South Africa: Labour Court Support SAFLII

You are here:  SAFLII >> Databases >> South Africa: Labour Court >> 2006 >> [2006] ZALC 68

| Noteup | LawCite

National Education Health and Allied Workers Union and Another v Public Health and Welfare Sectoral Bargaining Council and Others (C239/2004) [2006] ZALC 68; (2006) 27 ILJ 1892 (LC) (26 May 2006)

Download original files

PDF format

RTF format


IN THE LABOUR COURT OF SOUTH AFRICA

(HELD IN CAPE TOWN)


Case number: C239/2004


In the matter between:


NATIONAL EDUCATION, HEALTH

AND ALLIED WORKERS’ UNION First Applicant


DR. D.J. DENNIS Second Applicant


And


PUBLIC HEALTH AND WELFARE

SECTORAL BARGAINING COUNCIL First Respondent


COMMISSIONER RETIEF OLIVIER N.O. Second Respondent


DEPARTMENT OF HEALTH-WESTERN

CAPE Third Respondent

______________________________________________________________

JUDGMENT

______________________________________________________________

Freund A.J.:


INTRODUCTION:


1. The Second Applicant (“the Employee” or “Dr. Dennis”) referred a dispute between himself and the Third Respondent (“the Department”) for arbitration before an arbitrator appointed by the First Respondent (“the Bargaining Council”). The Second Respondent (“the Arbitrator”) was appointed by the Bargaining Council to arbitrate the dispute.

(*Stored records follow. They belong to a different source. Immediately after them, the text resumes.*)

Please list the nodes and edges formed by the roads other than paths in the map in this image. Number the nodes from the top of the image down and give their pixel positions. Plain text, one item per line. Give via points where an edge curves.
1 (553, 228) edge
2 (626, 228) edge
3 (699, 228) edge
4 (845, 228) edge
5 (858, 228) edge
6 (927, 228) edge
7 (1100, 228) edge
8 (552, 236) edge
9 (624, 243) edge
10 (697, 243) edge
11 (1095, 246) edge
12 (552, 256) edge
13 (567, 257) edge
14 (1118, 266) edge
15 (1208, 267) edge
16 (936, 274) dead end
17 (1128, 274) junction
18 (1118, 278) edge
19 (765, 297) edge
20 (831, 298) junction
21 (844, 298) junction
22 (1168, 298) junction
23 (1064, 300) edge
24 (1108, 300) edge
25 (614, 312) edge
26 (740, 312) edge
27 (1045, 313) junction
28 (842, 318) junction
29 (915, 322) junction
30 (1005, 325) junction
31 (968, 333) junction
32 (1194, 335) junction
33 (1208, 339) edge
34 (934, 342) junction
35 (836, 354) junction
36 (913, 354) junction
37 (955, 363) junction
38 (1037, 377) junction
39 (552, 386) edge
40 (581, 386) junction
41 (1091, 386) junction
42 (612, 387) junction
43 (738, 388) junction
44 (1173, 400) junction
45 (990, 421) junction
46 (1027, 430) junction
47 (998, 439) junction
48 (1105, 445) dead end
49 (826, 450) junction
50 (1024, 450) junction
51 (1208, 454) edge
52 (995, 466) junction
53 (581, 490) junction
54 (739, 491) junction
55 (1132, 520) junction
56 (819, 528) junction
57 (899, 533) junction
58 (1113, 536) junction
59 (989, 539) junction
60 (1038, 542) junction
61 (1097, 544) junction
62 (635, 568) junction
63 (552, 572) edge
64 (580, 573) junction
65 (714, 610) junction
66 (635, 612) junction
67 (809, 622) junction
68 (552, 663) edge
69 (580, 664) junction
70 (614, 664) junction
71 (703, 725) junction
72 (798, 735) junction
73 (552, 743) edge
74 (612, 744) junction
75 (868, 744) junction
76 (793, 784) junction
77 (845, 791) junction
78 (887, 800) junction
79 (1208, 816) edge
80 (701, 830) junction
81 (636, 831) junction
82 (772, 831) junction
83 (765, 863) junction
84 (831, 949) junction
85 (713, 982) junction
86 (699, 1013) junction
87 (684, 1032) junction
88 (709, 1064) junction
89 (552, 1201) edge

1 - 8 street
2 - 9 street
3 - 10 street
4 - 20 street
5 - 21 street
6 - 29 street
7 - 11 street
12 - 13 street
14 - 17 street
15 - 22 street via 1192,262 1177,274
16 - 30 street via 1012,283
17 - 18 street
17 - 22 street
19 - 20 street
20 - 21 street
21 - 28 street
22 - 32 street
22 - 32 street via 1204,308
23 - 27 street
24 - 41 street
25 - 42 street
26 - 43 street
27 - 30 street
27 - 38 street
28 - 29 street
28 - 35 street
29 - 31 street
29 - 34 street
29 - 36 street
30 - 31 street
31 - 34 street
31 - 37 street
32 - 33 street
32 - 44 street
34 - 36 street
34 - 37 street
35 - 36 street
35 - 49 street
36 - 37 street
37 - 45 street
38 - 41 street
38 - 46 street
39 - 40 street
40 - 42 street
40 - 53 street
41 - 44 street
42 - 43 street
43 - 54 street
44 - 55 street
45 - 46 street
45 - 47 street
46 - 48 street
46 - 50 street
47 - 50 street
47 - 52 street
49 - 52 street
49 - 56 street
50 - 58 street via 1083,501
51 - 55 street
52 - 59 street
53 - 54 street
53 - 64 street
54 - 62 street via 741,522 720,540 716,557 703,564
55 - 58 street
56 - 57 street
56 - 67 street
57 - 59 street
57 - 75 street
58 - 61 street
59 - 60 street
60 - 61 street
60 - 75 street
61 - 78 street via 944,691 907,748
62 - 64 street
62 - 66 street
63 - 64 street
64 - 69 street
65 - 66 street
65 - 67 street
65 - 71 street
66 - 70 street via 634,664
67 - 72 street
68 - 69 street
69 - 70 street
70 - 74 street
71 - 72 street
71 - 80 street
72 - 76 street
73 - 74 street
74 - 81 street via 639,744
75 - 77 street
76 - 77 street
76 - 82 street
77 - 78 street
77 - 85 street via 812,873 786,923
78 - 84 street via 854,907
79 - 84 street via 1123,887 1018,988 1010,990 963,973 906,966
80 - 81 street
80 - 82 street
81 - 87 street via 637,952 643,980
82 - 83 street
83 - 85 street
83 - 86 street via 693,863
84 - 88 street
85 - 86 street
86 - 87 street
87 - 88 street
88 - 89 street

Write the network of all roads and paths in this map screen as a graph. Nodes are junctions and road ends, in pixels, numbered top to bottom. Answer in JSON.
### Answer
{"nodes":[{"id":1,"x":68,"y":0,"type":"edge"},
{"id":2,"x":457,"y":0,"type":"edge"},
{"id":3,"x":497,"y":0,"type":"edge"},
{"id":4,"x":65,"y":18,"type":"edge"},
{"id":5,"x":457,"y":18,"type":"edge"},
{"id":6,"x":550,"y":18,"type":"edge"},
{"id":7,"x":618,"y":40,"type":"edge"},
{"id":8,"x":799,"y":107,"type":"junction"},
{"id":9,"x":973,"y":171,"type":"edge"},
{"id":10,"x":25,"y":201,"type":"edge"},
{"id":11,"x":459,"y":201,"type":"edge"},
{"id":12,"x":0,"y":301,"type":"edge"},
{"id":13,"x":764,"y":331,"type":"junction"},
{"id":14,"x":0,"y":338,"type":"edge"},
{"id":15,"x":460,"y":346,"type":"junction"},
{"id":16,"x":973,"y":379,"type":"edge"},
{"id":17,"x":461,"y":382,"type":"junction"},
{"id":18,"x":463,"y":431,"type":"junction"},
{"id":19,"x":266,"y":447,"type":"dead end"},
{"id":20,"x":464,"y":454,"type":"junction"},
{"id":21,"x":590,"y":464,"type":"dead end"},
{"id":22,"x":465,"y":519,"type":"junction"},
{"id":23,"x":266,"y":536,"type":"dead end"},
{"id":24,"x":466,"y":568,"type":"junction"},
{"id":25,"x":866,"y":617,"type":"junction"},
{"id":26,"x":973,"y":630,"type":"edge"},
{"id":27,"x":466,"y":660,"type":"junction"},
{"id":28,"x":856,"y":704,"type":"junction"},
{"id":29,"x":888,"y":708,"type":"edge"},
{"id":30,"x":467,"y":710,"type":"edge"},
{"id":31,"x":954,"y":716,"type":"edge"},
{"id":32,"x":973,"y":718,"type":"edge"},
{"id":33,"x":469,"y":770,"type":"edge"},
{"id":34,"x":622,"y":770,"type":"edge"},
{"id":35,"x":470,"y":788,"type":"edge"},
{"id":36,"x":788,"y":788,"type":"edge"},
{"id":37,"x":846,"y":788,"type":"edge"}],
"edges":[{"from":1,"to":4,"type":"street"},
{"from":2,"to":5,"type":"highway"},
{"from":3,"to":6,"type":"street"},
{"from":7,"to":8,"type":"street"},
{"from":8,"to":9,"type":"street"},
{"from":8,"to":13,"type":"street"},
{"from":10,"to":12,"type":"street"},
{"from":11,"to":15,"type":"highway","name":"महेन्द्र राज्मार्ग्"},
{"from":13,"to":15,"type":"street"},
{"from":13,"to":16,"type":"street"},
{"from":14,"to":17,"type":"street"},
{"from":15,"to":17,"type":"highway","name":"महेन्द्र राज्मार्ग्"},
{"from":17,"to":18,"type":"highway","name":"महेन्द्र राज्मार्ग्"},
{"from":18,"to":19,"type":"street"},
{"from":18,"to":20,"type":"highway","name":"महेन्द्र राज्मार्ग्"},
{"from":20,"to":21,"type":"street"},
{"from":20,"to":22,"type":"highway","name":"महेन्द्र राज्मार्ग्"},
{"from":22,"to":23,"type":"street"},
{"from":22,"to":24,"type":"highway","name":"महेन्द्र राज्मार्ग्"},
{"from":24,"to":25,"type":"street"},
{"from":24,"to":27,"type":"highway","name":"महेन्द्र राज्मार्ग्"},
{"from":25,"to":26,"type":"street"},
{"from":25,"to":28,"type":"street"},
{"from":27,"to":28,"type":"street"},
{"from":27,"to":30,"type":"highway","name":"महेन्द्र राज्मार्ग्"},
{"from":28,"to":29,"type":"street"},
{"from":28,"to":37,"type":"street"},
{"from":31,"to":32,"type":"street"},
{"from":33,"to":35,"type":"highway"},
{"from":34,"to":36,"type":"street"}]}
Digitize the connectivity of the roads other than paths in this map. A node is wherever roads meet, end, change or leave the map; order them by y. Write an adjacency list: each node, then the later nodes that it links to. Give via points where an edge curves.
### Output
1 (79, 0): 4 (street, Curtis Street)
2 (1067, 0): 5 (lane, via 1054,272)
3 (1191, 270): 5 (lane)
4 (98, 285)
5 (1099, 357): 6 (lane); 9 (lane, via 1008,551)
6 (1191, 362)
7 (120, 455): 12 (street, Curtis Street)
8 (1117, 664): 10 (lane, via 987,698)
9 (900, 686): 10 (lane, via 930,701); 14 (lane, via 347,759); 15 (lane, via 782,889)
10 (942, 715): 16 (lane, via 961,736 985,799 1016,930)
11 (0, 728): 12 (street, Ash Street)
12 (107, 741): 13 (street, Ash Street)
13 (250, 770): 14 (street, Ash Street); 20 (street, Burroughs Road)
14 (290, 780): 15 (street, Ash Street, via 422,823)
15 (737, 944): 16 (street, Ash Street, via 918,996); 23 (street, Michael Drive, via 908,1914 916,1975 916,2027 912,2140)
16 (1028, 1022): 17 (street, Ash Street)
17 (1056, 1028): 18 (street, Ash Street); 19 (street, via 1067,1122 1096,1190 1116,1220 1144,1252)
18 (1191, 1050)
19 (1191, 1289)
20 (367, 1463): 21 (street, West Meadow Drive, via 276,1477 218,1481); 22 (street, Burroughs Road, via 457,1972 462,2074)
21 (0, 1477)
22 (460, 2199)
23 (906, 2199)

2. The Arbitrator did not hear evidence in relation to the underlying dispute. Instead, he heard argument on the question as to whether he had jurisdiction to arbitrate the matter and then issued a “jurisdictional ruling” in which he held that he did not have such jurisdiction.


3. This is an application by the Employee (assisted by, the First Applicant, his trade union) to review and set aside the “jurisdictional ruling” referred to above. The relief ultimately sought by the Applicants is an order referring the dispute back to the Bargaining Council for the appointment of another arbitrator to rehear the matter, including the question as to jurisdiction.


THE BACKGROUND


4. Dr. Dennis was employed by the Department as a principal dentist in its Oral Health Program at Mossel Bay. He alleges that he thereafter concluded an agreement with one Dr. Hendriks, representing the Department, amending his duties to involve more managerial work as regional co-ordinator of the Oral Health Program from the Department’s regional offices in George. In support of this allegation, he produced to the Arbitrator a copy of a document entitled “Rough Draft – Provisional Agreement between Dr. Gilbert Dennis and the Provincial Administration Western Cape” containing twelve clauses. In brief, the document provides that Dr. Dennis would, as of 1 March 2000, act as regional co-ordinator and that, from 1 July 2000, he would begin to function from George “permanently”. As regards remuneration, the only relevant clause is the following:


12. Additional expenses which Dr. Dennis may incur as a result of the added responsibility of the co-ordination of the Oral Health program will be borne by the South Cape/ Karoo regional office. This will include remuneration for travel and accommodation, when absent from his workstation as a result of work related activities, and expenses incurred on the basis of approved development, training and research activities.”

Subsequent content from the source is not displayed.